══ MATERIAL TO PROCESS
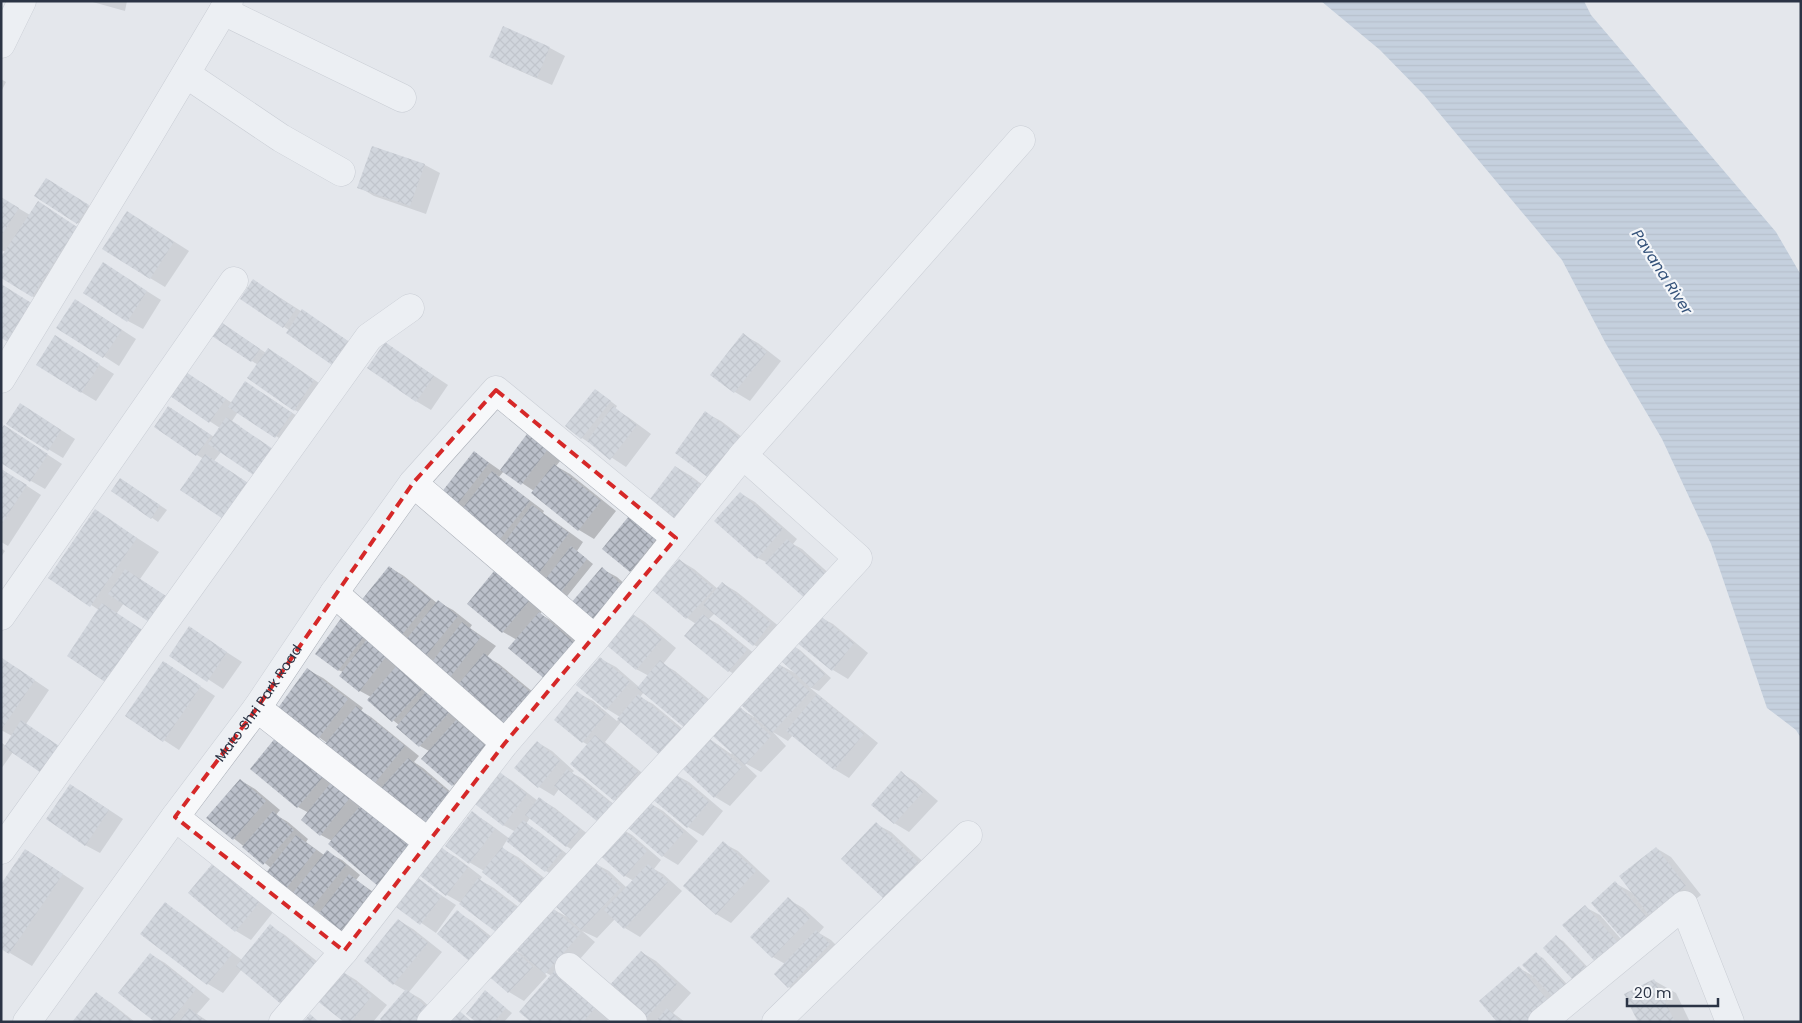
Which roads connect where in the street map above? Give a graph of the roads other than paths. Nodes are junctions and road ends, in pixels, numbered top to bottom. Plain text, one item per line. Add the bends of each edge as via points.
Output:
1 (22, 1) edge
2 (226, 6) edge
3 (1, 44) edge
4 (186, 74) junction
5 (402, 98) dead end
6 (1021, 140) dead end
7 (341, 172) dead end
8 (234, 281) dead end
9 (410, 308) dead end
10 (1, 379) edge
11 (743, 455) junction
12 (414, 483) junction
13 (676, 538) junction
14 (334, 593) junction
15 (1, 616) edge
16 (595, 639) junction
17 (256, 708) junction
18 (505, 743) junction
19 (174, 818) junction
20 (968, 835) dead end
21 (428, 842) junction
22 (1, 850) edge
23 (344, 951) junction
24 (569, 967) dead end
25 (26, 1022) edge
26 (283, 1022) edge
27 (431, 1022) edge
28 (633, 1022) edge
29 (776, 1022) edge
30 (1542, 1022) edge
31 (1730, 1022) edge

1 - 3 street
2 - 4 street
2 - 5 street
4 - 7 street via 281,138
4 - 10 street
6 - 11 street
8 - 15 street
9 - 22 street via 369,337
11 - 13 street
11 - 27 street via 858,558
12 - 13 street, Mato Shri Park Road via 496,390
12 - 14 street, Mato Shri Park Road
12 - 16 street
13 - 16 street
14 - 17 street, Mato Shri Park Road
14 - 18 street
16 - 18 street
17 - 19 street, Mato Shri Park Road
17 - 21 street
18 - 21 street
19 - 23 street
19 - 25 street, Mato Shri Park Road
20 - 29 street
21 - 23 street
23 - 26 street
24 - 28 street
30 - 31 street via 1684,905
════
WORK ORDER ▸ Without changing a word, transcribe all of the data and omit its images.

TASK ANSWER ▸
Which roads connect where in the street map above? Give a graph of the roads other than paths. Nodes are junctions and road ends, in pixels, numbered top to bottom. Plain text, one item per line. Add the bends of each edge as via points.
Output:
1 (22, 1) edge
2 (226, 6) edge
3 (1, 44) edge
4 (186, 74) junction
5 (402, 98) dead end
6 (1021, 140) dead end
7 (341, 172) dead end
8 (234, 281) dead end
9 (410, 308) dead end
10 (1, 379) edge
11 (743, 455) junction
12 (414, 483) junction
13 (676, 538) junction
14 (334, 593) junction
15 (1, 616) edge
16 (595, 639) junction
17 (256, 708) junction
18 (505, 743) junction
19 (174, 818) junction
20 (968, 835) dead end
21 (428, 842) junction
22 (1, 850) edge
23 (344, 951) junction
24 (569, 967) dead end
25 (26, 1022) edge
26 (283, 1022) edge
27 (431, 1022) edge
28 (633, 1022) edge
29 (776, 1022) edge
30 (1542, 1022) edge
31 (1730, 1022) edge

1 - 3 street
2 - 4 street
2 - 5 street
4 - 7 street via 281,138
4 - 10 street
6 - 11 street
8 - 15 street
9 - 22 street via 369,337
11 - 13 street
11 - 27 street via 858,558
12 - 13 street, Mato Shri Park Road via 496,390
12 - 14 street, Mato Shri Park Road
12 - 16 street
13 - 16 street
14 - 17 street, Mato Shri Park Road
14 - 18 street
16 - 18 street
17 - 19 street, Mato Shri Park Road
17 - 21 street
18 - 21 street
19 - 23 street
19 - 25 street, Mato Shri Park Road
20 - 29 street
21 - 23 street
23 - 26 street
24 - 28 street
30 - 31 street via 1684,905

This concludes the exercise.